I think my favourite reaction was just people after people or coming to the stand saying, they’ve been sent here. A colleague has said to them ‘You’ve got to go and see it. It’s so good. You’ve got to go and check it out’. And that has just been such a lovely thing to hear. Other people have been just really thrilled about the opportunity to have these uncomfortable conversations in a really safe, comfortable environment and really extend their cultural diversity journey.
Q. Can you tell us about some of the key things that we’ve seen here at the convention this year?
Some of the key themes that have really emerged have been HR managers and leaders are really struggling with how to address DEI within their organisation. There was a strong push around the sense of we need to do something, but what does that something look like? There was a range of people that came around the stand, people who were quite well developed in terms of their DEI strategies and others were really just on the cusp of trying to figure out where they were at.

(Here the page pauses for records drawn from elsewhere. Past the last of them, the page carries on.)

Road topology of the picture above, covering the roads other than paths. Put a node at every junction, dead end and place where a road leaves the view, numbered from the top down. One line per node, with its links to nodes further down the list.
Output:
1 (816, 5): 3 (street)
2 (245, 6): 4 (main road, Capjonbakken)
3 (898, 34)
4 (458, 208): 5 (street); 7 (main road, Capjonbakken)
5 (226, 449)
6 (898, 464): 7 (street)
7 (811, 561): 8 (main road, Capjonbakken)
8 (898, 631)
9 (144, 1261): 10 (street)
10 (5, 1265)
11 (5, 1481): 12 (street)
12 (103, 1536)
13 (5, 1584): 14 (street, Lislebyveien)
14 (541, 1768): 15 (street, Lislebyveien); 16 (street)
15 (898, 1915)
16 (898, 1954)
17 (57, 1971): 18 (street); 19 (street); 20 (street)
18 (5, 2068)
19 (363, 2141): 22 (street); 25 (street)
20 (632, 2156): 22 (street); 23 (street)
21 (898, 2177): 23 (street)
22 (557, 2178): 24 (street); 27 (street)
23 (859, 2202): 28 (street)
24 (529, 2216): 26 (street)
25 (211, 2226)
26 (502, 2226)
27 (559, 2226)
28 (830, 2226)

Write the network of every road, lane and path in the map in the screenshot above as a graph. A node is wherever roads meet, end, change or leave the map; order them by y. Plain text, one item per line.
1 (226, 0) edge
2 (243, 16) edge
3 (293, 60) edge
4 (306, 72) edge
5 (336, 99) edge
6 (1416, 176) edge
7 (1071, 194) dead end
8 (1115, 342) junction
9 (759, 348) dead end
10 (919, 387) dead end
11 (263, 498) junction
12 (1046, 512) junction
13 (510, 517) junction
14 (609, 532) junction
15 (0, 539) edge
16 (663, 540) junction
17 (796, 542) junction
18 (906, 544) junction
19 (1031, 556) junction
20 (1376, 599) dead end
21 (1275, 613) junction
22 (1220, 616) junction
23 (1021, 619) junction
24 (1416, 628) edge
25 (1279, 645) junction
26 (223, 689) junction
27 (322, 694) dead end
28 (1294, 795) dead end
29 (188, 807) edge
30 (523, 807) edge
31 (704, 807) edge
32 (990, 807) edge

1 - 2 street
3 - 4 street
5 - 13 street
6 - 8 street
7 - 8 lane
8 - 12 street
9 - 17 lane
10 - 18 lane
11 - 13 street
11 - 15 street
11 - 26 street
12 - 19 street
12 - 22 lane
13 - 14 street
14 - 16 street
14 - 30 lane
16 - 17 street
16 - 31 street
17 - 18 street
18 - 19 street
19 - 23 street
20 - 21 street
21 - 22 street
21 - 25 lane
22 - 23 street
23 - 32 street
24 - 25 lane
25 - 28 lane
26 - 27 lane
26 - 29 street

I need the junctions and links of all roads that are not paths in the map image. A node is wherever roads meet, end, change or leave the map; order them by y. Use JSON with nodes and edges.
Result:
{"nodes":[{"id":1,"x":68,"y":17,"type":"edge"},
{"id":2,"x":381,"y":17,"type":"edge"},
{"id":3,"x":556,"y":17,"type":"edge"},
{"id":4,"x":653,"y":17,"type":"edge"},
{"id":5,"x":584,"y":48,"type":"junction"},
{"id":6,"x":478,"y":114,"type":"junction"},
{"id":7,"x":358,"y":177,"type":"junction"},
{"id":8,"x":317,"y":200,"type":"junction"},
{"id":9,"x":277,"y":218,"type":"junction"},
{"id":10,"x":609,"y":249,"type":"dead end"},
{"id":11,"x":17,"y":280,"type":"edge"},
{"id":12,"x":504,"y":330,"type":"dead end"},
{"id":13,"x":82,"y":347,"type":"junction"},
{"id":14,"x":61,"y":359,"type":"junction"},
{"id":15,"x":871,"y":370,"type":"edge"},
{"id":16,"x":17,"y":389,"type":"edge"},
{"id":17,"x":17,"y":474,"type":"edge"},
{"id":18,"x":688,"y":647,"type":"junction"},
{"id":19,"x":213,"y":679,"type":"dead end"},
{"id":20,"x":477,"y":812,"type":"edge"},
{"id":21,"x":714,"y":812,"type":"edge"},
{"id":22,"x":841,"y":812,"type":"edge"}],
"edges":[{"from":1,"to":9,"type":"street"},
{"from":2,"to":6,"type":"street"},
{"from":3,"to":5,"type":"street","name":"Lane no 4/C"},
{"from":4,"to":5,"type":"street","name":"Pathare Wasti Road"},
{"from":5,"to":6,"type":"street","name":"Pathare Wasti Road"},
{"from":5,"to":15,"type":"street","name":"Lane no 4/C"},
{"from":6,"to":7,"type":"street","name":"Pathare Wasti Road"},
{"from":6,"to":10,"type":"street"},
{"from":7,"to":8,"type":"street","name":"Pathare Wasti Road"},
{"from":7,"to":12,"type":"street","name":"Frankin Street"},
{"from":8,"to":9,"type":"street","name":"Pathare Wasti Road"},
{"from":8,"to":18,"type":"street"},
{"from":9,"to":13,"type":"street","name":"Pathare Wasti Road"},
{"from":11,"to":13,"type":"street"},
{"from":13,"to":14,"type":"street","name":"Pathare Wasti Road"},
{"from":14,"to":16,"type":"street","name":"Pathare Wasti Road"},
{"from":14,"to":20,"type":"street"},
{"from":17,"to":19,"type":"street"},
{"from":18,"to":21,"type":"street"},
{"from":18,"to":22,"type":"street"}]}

People are asking what ‘should we be doing in the long run?’ ‘What should we be focusing on for a diverse workplace?’. There was a lot of focus around intersectionality, particularly in the gender space regarding sexual orientation, where organisations have spent a lot of time achieving gender targets. But now it’s, ‘what do we do about disability?’ ‘How does that intersect with gender?’ ‘How does gender and race intersect?’ ‘How does age intersect?’. So, intersectionality was a big theme and where to start from was the other one.
Q. What stories did you hear?
The stories that people shared were more what they were experiencing in their own workplaces, and a lot of it came from how they lived, their life experiences. Experience was not necessarily recognised in how the organisation was progressing the conversations around diversity, equity and inclusion. Their organisations were talking about diversity, but they weren’t really incorporating the lived experiences of people within their organisation. People didn’t feel like they were being seen or being heard in terms of who they were.
A lot of their skills are recognised, but who they were and the essence of their background and things that impacted them, particularly when they had things like invisible disabilities. One person actually talked about the fact that disability, if it’s not visible, is invisible and therefore isn’t catered for in terms of people’s thinking around diversity, equity, inclusion. It was really having that people centred focus and bringing that into the forefront of the strategies is a lot about what people shared around their stories.
Q. From the conversations you have had since being here at the convention, what key themes have come through when it comes to a great question?
We’ve seen so many different companies come and have a chat with us, but the really overarching conversation that we’ve been having with people is that they are at the very start of their journey, and don’t know where to start. They’re not too sure what to do. But they know this is really important. They need to be doing something.